Distinct Sub-array sum difference
Last Updated :
13 Sep, 2023
Given an array X[] of size N, then the task is to output the number of sub-arrays satisfying the given condition: The Sum of (X[i] – X[i+1]) in any sub-array from L to R(1<= L, R <= N) is not equal to X[R] – X[L].
Examples:
Input: N = 3, X[] = {20, 40, 60}
Output: 3
Explanation: There are three sub-arrays satisfying the given condition:
- X[1, 2] = (20 – 40) = -20, Which is not equal to (40 – 20) = 20.
- X[2, 3] = (40 – 60) = -20, Which is not equal to (60 – 40) = 20.
- X[1, 3] = (20 – 40) + (40 – 60) = -40, Which is not equal to (60 – 40) = 40. Hence, there are 3 sub-arrays.
Input: N = 5, X[] = {3, 4, 4, 5, 1}
Output: 9
Explanation: It can be verified that there are 9 sub-arrays satisfying the given conditions.
Approach: Implement the idea below to solve the problem
The problem is observation based and can be solved by using the HashMap data structure.

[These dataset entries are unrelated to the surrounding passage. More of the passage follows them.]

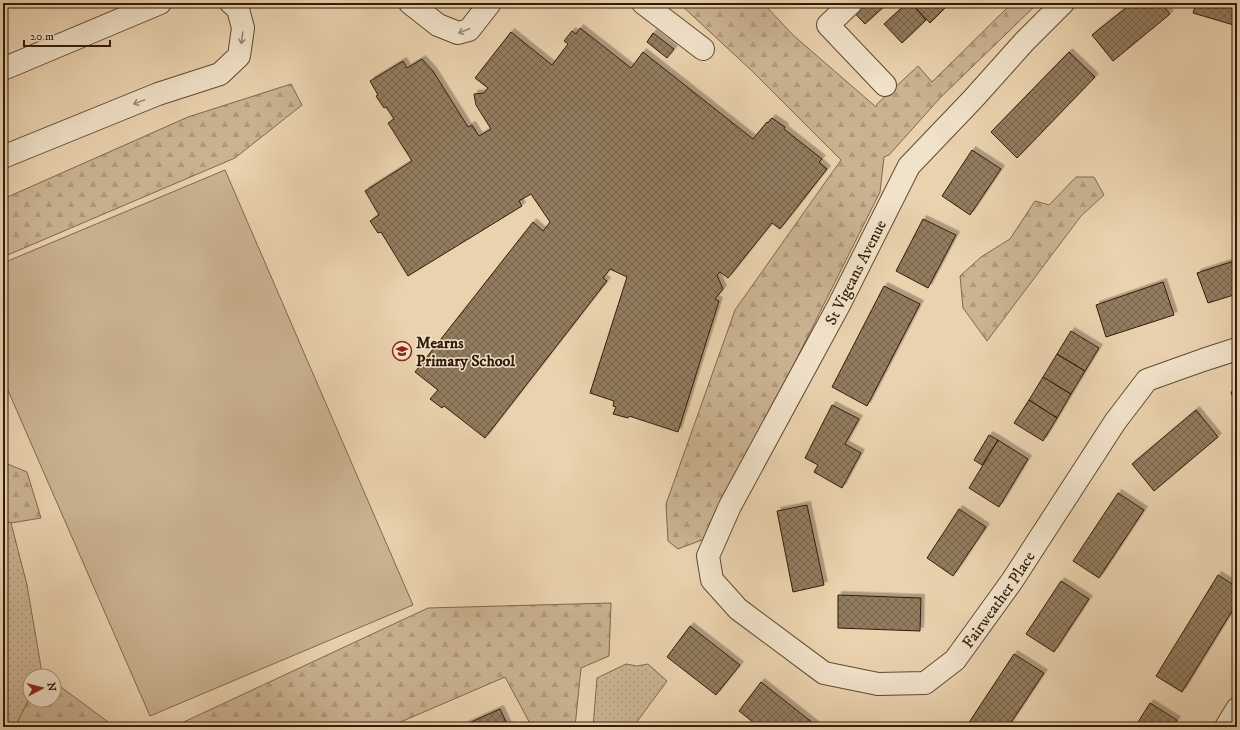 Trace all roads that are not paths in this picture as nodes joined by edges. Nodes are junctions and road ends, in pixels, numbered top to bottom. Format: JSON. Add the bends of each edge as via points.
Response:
{"nodes":[{"id":1,"x":160,"y":3,"type":"edge"},
{"id":2,"x":231,"y":3,"type":"edge"},
{"id":3,"x":410,"y":3,"type":"edge"},
{"id":4,"x":490,"y":3,"type":"edge"},
{"id":5,"x":643,"y":3,"type":"edge"},
{"id":6,"x":852,"y":3,"type":"edge"},
{"id":7,"x":1063,"y":3,"type":"edge"},
{"id":8,"x":703,"y":49,"type":"dead end"},
{"id":9,"x":3,"y":68,"type":"edge"},
{"id":10,"x":885,"y":85,"type":"dead end"},
{"id":11,"x":3,"y":157,"type":"edge"},
{"id":12,"x":1237,"y":349,"type":"edge"},
{"id":13,"x":712,"y":580,"type":"joint"},
{"id":14,"x":1237,"y":709,"type":"edge"},
{"id":15,"x":1226,"y":727,"type":"edge"}],
"edges":[{"from":1,"to":9,"type":"street"},
{"from":2,"to":11,"type":"street","one_way":true,"via":[[238,9],[243,28],[239,56],[220,74],[158,94]]},
{"from":4,"to":3,"type":"street","one_way":true,"via":[[469,30],[458,33],[438,25]]},
{"from":5,"to":8,"type":"street"},
{"from":6,"to":10,"type":"street","via":[[828,25]]},
{"from":7,"to":13,"type":"street","name":"St Vigeans Avenue","via":[[909,166],[730,506],[708,556]]},
{"from":12,"to":13,"type":"street","name":"Fairweather Place","via":[[1147,380],[1115,422],[1012,581],[955,660],[926,683],[878,684],[824,673],[738,609]]},
{"from":14,"to":15,"type":"street"}]}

For more clarification, see the Concept of Approach section below.
Concept of Approach:
- In this problem, one thing is to observe that if a subarray begins and ends with the same number, it won’t be considered an unstable subarray.

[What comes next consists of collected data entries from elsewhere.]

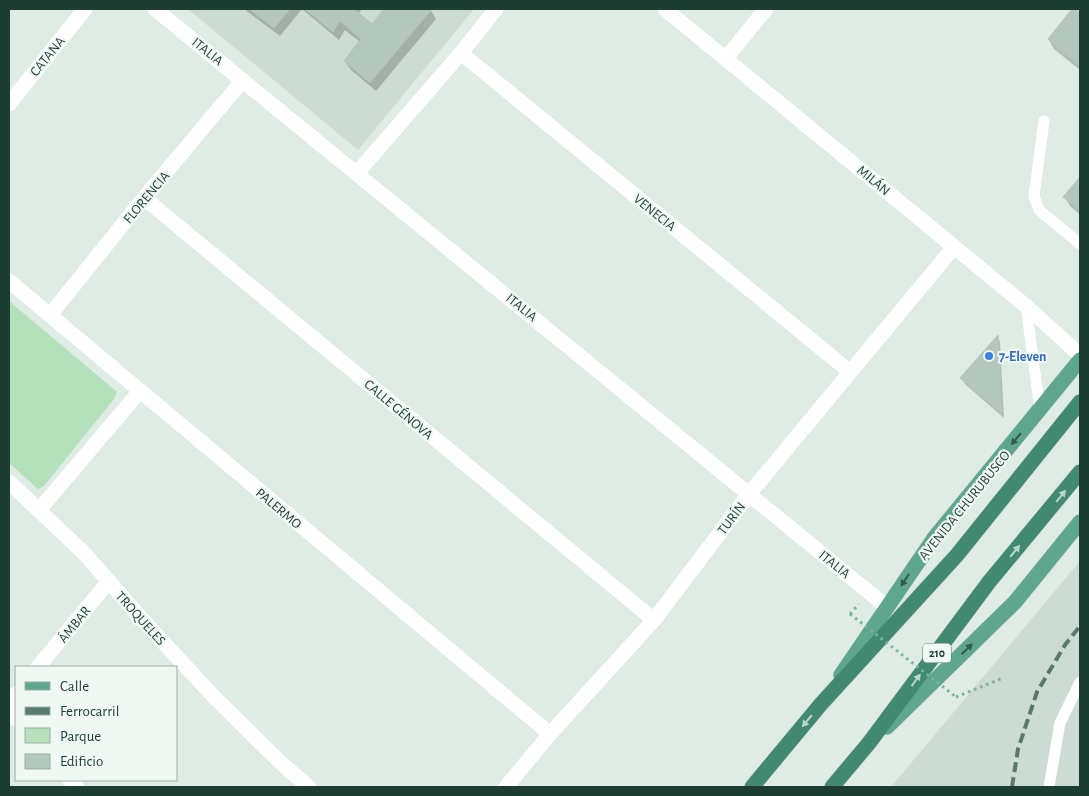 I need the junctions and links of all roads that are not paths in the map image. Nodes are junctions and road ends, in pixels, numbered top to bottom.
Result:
1 (85, 9) edge
2 (155, 9) edge
3 (496, 9) edge
4 (665, 9) edge
5 (766, 9) edge
6 (461, 52) junction
7 (726, 58) junction
8 (243, 80) junction
9 (10, 99) edge
10 (1044, 121) dead end
11 (357, 173) junction
12 (144, 198) junction
13 (1080, 244) edge
14 (954, 247) junction
15 (9, 281) edge
16 (1026, 306) junction
17 (50, 315) junction
18 (1080, 355) edge
19 (1080, 360) edge
20 (849, 371) junction
21 (140, 391) junction
22 (1080, 402) edge
23 (1040, 410) junction
24 (1080, 472) edge
25 (9, 482) edge
26 (750, 493) junction
27 (39, 510) junction
28 (1080, 522) edge
29 (109, 581) junction
30 (888, 607) junction
31 (654, 620) junction
32 (39, 666) edge
33 (1080, 682) edge
34 (821, 704) junction
35 (550, 734) junction
36 (869, 743) junction
37 (309, 787) edge
38 (506, 787) edge
39 (752, 787) edge
40 (832, 787) edge
41 (1049, 787) edge

1 - 9 street, CATANA
2 - 8 street, ITALIA
3 - 6 street
4 - 7 street, MILÁN
5 - 7 street
6 - 11 street
6 - 20 street, VENECIA
7 - 14 street, MILÁN
8 - 11 street, ITALIA
8 - 12 street, FLORENCIA
10 - 13 lane
11 - 26 street, ITALIA
12 - 17 street, FLORENCIA
12 - 31 street, CALLE GÉNOVA
14 - 16 street, MILÁN
14 - 20 street, TURÍN
15 - 17 street, PALERMO
16 - 18 street, MILÁN
16 - 23 lane
17 - 21 street, PALERMO
19 - 23 main road, AVENIDA CHURUBUSCO
20 - 26 street, TURÍN
21 - 27 street
21 - 35 street, PALERMO
22 - 34 highway, AVENIDA CHURUBUSCO
23 -> 30 main road, AVENIDA CHURUBUSCO
36 -> 24 highway, 210
25 - 27 street, TROQUELES
26 - 30 street, ITALIA
26 - 31 street, TURÍN
27 - 29 street, TROQUELES
36 -> 28 main road
29 - 32 street, ÁMBAR
29 - 37 street, TROQUELES
30 - 34 main road, AVENIDA CHURUBUSCO
31 - 35 street, TURÍN
33 - 41 lane
34 -> 39 highway, AVENIDA CHURUBUSCO
35 - 38 street, TURÍN
36 - 40 highway, 210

- So if the frequency of an element is greater than 1, and its frequency is F(say), so the number of non-unstable arrays contributed by that element is F*(F-1)/2.

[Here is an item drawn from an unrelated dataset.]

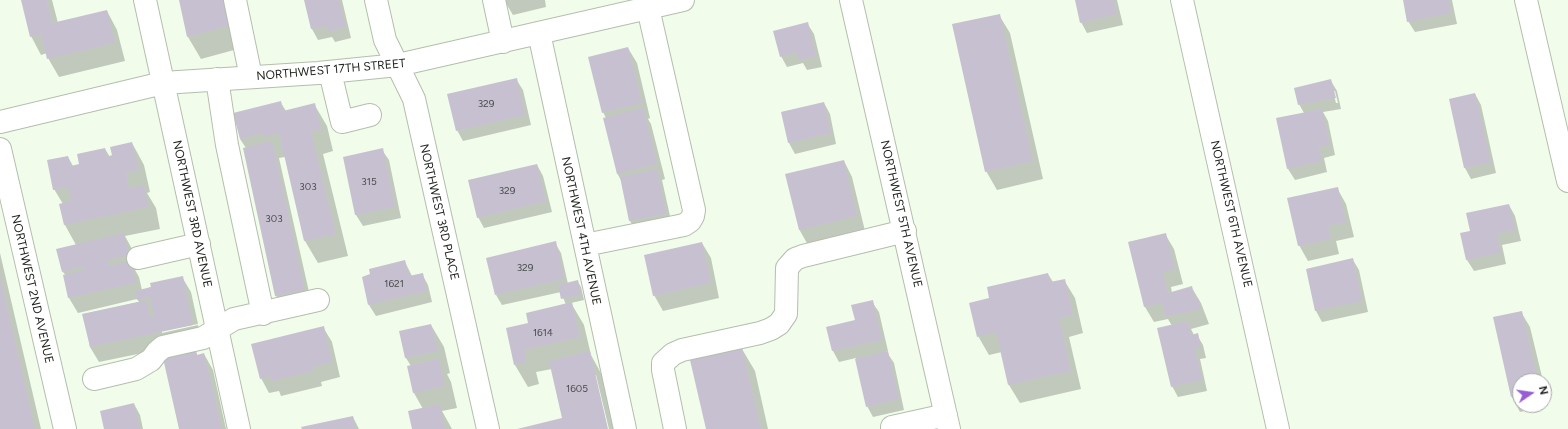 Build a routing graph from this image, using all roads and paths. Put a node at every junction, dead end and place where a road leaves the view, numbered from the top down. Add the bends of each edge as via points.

- Calculate all possible non-unstable subarrays and subtract them from all possible subarrays.
Steps were taken to solve the problem:
- Create a HashMap let’s say Map.
- Traverse X[] and initialize the frequency of elements in the map.
- Create variable totalPairs and initialize it with N*(N-1)/2.
- Traverse the map using the loop and follow the below-mentioned steps under the scope of the loop:
- Create variable freq and initialize it with the frequency of the current element.
- Update freq as freq*(freq-1)/2.
- Subtract the value of freq from totalPairs. Formally, totalPairs-=freq.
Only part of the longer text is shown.